== What you will do ==
Output all records below verbatim.
*** Opening Materials provided ***
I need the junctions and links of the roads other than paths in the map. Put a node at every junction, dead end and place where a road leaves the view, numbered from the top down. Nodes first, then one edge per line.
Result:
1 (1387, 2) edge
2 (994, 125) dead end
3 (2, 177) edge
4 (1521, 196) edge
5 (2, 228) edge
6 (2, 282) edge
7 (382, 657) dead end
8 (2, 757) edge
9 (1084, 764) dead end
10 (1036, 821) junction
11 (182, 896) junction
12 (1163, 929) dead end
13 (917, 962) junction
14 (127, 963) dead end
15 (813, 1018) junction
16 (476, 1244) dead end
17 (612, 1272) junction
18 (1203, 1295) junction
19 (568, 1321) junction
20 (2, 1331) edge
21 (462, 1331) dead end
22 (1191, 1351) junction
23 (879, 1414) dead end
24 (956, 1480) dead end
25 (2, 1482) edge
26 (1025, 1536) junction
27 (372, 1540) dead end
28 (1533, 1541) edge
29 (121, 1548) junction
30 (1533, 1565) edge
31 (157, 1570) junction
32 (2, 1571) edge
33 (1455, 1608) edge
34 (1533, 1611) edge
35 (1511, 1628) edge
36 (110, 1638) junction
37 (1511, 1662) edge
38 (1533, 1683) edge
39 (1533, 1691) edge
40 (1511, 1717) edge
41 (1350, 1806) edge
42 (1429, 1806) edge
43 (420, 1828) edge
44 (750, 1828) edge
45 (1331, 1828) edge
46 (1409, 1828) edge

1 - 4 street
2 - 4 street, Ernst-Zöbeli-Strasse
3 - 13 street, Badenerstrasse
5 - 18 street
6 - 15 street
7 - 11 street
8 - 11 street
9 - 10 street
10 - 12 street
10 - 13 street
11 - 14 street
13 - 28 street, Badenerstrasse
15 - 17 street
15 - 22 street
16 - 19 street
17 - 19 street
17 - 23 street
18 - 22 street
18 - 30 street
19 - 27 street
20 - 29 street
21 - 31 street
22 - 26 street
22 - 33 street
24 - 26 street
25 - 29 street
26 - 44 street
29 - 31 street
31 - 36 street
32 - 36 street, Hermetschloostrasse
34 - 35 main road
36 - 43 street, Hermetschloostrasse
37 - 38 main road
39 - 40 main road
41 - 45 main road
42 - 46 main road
*** Closing Materials provided ***
== Response to the task ==
I need the junctions and links of the roads other than paths in the map. Put a node at every junction, dead end and place where a road leaves the view, numbered from the top down. Nodes first, then one edge per line.
Result:
1 (1387, 2) edge
2 (994, 125) dead end
3 (2, 177) edge
4 (1521, 196) edge
5 (2, 228) edge
6 (2, 282) edge
7 (382, 657) dead end
8 (2, 757) edge
9 (1084, 764) dead end
10 (1036, 821) junction
11 (182, 896) junction
12 (1163, 929) dead end
13 (917, 962) junction
14 (127, 963) dead end
15 (813, 1018) junction
16 (476, 1244) dead end
17 (612, 1272) junction
18 (1203, 1295) junction
19 (568, 1321) junction
20 (2, 1331) edge
21 (462, 1331) dead end
22 (1191, 1351) junction
23 (879, 1414) dead end
24 (956, 1480) dead end
25 (2, 1482) edge
26 (1025, 1536) junction
27 (372, 1540) dead end
28 (1533, 1541) edge
29 (121, 1548) junction
30 (1533, 1565) edge
31 (157, 1570) junction
32 (2, 1571) edge
33 (1455, 1608) edge
34 (1533, 1611) edge
35 (1511, 1628) edge
36 (110, 1638) junction
37 (1511, 1662) edge
38 (1533, 1683) edge
39 (1533, 1691) edge
40 (1511, 1717) edge
41 (1350, 1806) edge
42 (1429, 1806) edge
43 (420, 1828) edge
44 (750, 1828) edge
45 (1331, 1828) edge
46 (1409, 1828) edge

1 - 4 street
2 - 4 street, Ernst-Zöbeli-Strasse
3 - 13 street, Badenerstrasse
5 - 18 street
6 - 15 street
7 - 11 street
8 - 11 street
9 - 10 street
10 - 12 street
10 - 13 street
11 - 14 street
13 - 28 street, Badenerstrasse
15 - 17 street
15 - 22 street
16 - 19 street
17 - 19 street
17 - 23 street
18 - 22 street
18 - 30 street
19 - 27 street
20 - 29 street
21 - 31 street
22 - 26 street
22 - 33 street
24 - 26 street
25 - 29 street
26 - 44 street
29 - 31 street
31 - 36 street
32 - 36 street, Hermetschloostrasse
34 - 35 main road
36 - 43 street, Hermetschloostrasse
37 - 38 main road
39 - 40 main road
41 - 45 main road
42 - 46 main road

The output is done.